Stored entries:
——

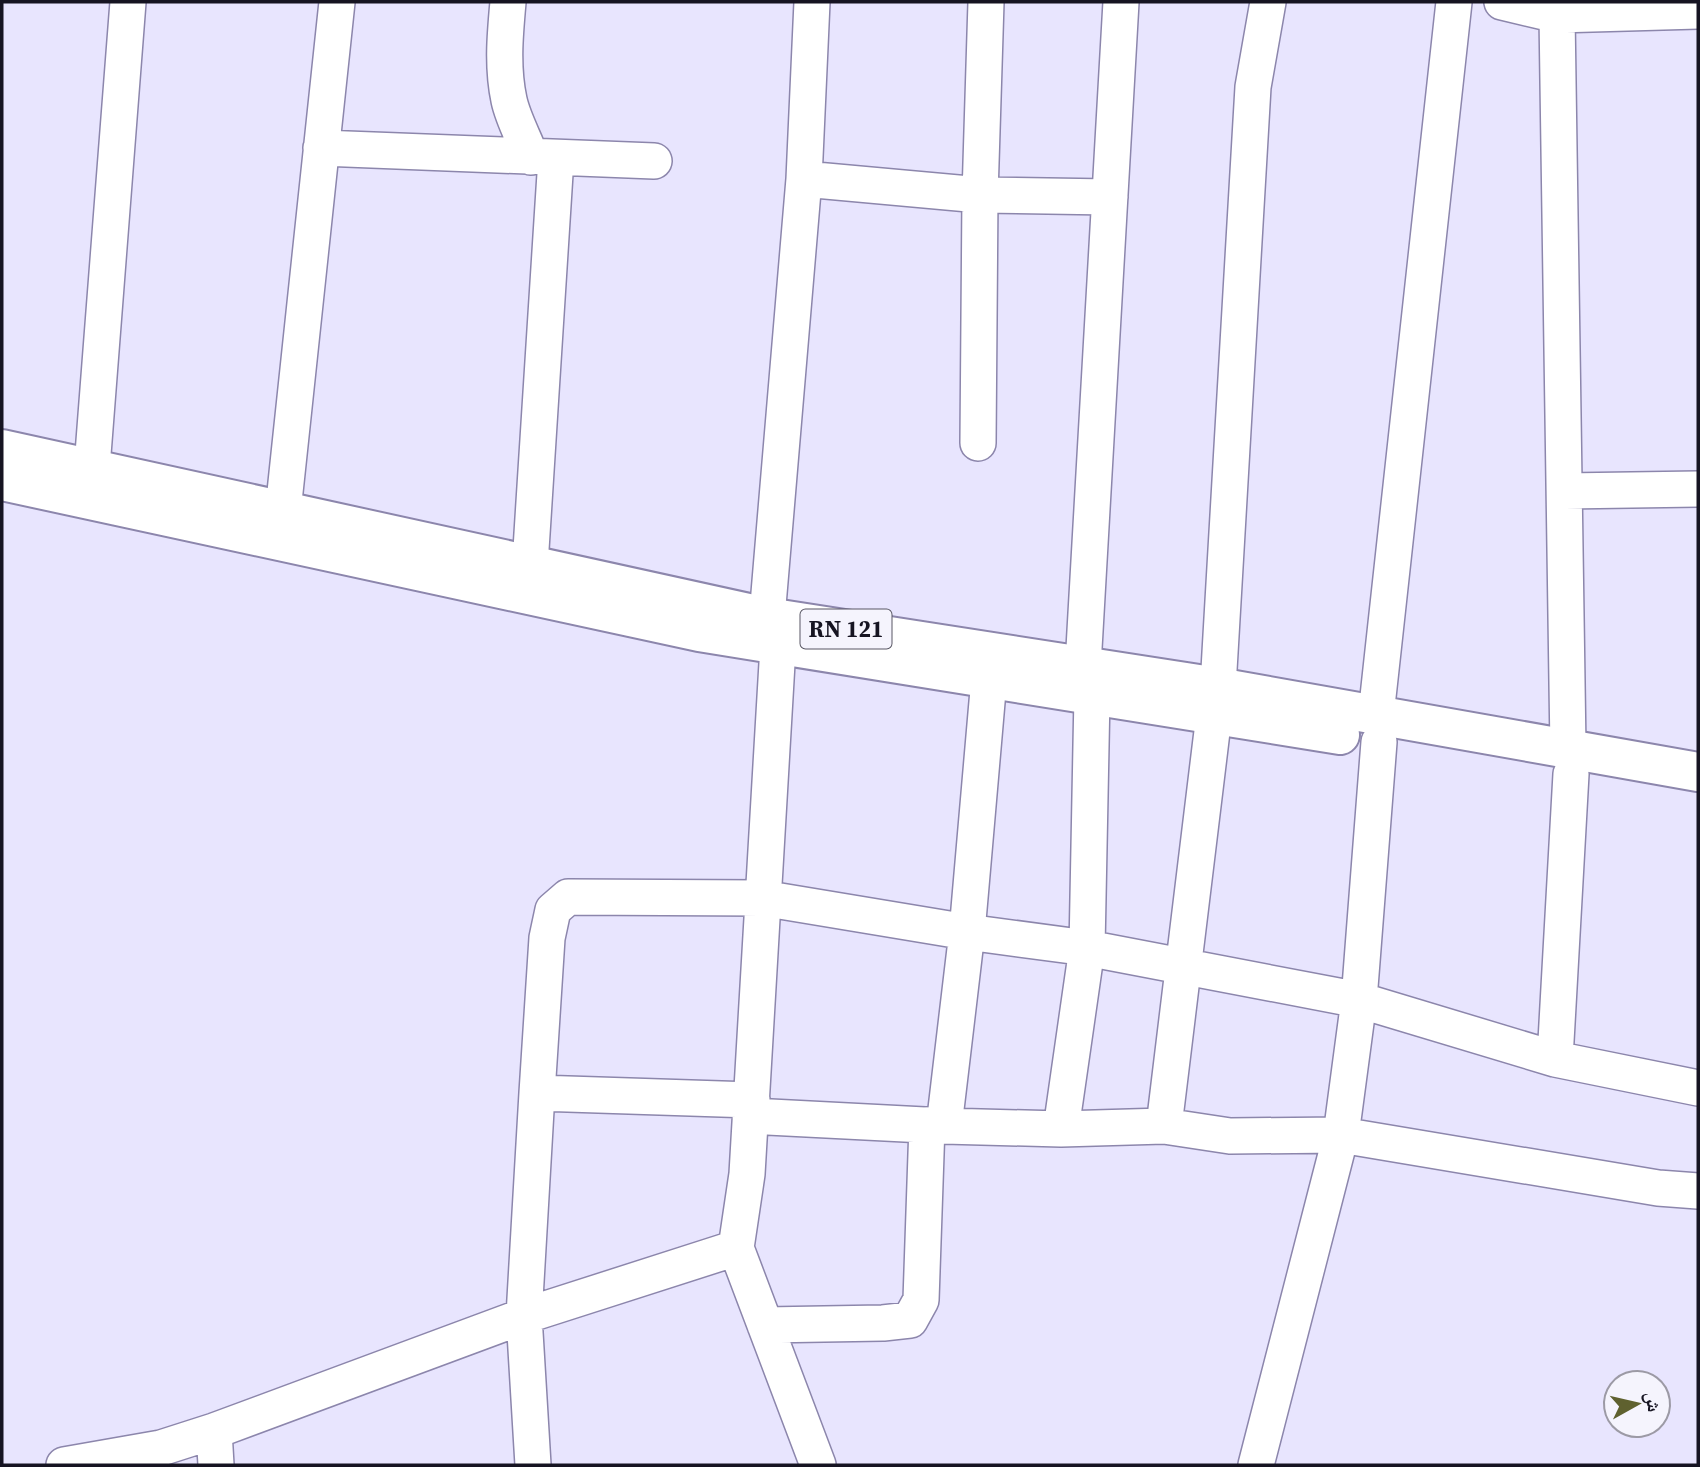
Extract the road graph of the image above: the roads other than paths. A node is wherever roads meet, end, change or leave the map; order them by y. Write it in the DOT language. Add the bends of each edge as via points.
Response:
graph roads {
  1 [pos="128,2"];
  2 [pos="337,2"];
  3 [pos="508,2"];
  4 [pos="812,2"];
  5 [pos="986,2"];
  6 [pos="1121,2"];
  7 [pos="1268,2"];
  8 [pos="1454,2"];
  9 [pos="1502,2"];
  10 [pos="1698,11"];
  11 [pos="1557,15"];
  12 [pos="321,148"];
  13 [pos="544,157"];
  14 [pos="654,161"];
  15 [pos="804,179"];
  16 [pos="980,195"];
  17 [pos="1110,197"];
  18 [pos="978,443"];
  19 [pos="2,449"];
  20 [pos="92,467"];
  21 [pos="2,481"];
  22 [pos="1698,489"];
  23 [pos="1565,491"];
  24 [pos="283,510"];
  25 [pos="530,565"];
  26 [pos="772,632"];
  27 [pos="989,679"];
  28 [pos="1088,680"];
  29 [pos="1216,701"];
  30 [pos="1378,728"];
  31 [pos="1570,761"];
  32 [pos="1698,772"];
  33 [pos="1698,796"];
  34 [pos="762,898"];
  35 [pos="967,932"];
  36 [pos="1087,948"];
  37 [pos="1185,965"];
  38 [pos="1359,1000"];
  39 [pos="1555,1059"];
  40 [pos="1698,1088"];
  41 [pos="537,1093"];
  42 [pos="751,1108"];
  43 [pos="936,1126"];
  44 [pos="1164,1126"];
  45 [pos="1061,1129"];
  46 [pos="1341,1135"];
  47 [pos="1698,1191"];
  48 [pos="736,1248"];
  49 [pos="524,1316"];
  50 [pos="765,1325"];
  51 [pos="214,1431"];
  52 [pos="64,1465"];
  53 [pos="216,1465"];
  54 [pos="533,1465"];
  55 [pos="818,1465"];
  56 [pos="1256,1465"];
  1 -- 20 [label="street"];
  2 -- 12 [label="street"];
  3 -- 13 [label="street" via="504,51 510,103"];
  4 -- 15 [label="street"];
  5 -- 16 [label="street"];
  6 -- 17 [label="street"];
  7 -- 29 [label="street" via="1253,87"];
  8 -- 30 [label="street"];
  9 -- 11 [label="street"];
  10 -- 11 [label="street"];
  11 -- 23 [label="street"];
  12 -- 13 [label="street"];
  12 -- 24 [label="street"];
  13 -- 14 [label="street"];
  13 -- 25 [label="street"];
  15 -- 16 [label="street"];
  15 -- 26 [label="street"];
  16 -- 17 [label="street"];
  16 -- 18 [label="street"];
  17 -- 28 [label="street"];
  19 -- 20 [label="main road, RN 121"];
  20 -- 24 [label="main road, RN 121"];
  21 -- 26 [label="main road, RN 121" via="699,632"];
  22 -- 23 [label="street"];
  23 -- 31 [label="street"];
  24 -- 25 [label="main road, RN 121"];
  25 -- 26 [label="main road, RN 121"];
  26 -- 27 [label="main road, RN 121"];
  26 -- 28 [label="main road, RN 121"];
  26 -- 34 [label="street"];
  27 -- 28 [label="main road, RN 121"];
  27 -- 35 [label="street"];
  28 -- 29 [label="main road, RN 121"];
  28 -- 36 [label="street"];
  29 -- 30 [label="main road, RN 121"];
  29 -- 37 [label="street"];
  30 -- 31 [label="main road, RN 121"];
  30 -- 38 [label="street"];
  31 -- 32 [label="main road, RN 121"];
  31 -- 33 [label="main road, RN 121"];
  31 -- 39 [label="street"];
  34 -- 35 [label="street"];
  34 -- 41 [label="street" via="568,897 553,910 547,938"];
  34 -- 42 [label="street"];
  35 -- 36 [label="street"];
  35 -- 43 [label="street"];
  36 -- 37 [label="street"];
  36 -- 45 [label="street"];
  37 -- 38 [label="street"];
  37 -- 44 [label="street"];
  38 -- 39 [label="street"];
  38 -- 46 [label="street"];
  39 -- 40 [label="street"];
  41 -- 42 [label="street"];
  41 -- 49 [label="street"];
  42 -- 43 [label="street"];
  42 -- 48 [label="street"];
  43 -- 45 [label="street"];
  43 -- 50 [label="street" via="920,1300 910,1320"];
  44 -- 45 [label="street"];
  44 -- 46 [label="street" via="1230,1136"];
  46 -- 47 [label="street"];
  46 -- 56 [label="street"];
  48 -- 49 [label="street"];
  48 -- 50 [label="street"];
  49 -- 51 [label="street"];
  49 -- 54 [label="street"];
  50 -- 55 [label="street"];
  51 -- 52 [label="street" via="161,1448"];
  51 -- 53 [label="street"];
}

——

_TASK STATEMENT_
Please return every line of the records above that contains the word "graph".

_RESPONSE AREA_
Extract the road graph of the image above: the roads other than paths. A node is wherever roads meet, end, change or leave the map; order them by y. Write it in the DOT language. Add the bends of each edge as via points.
graph roads {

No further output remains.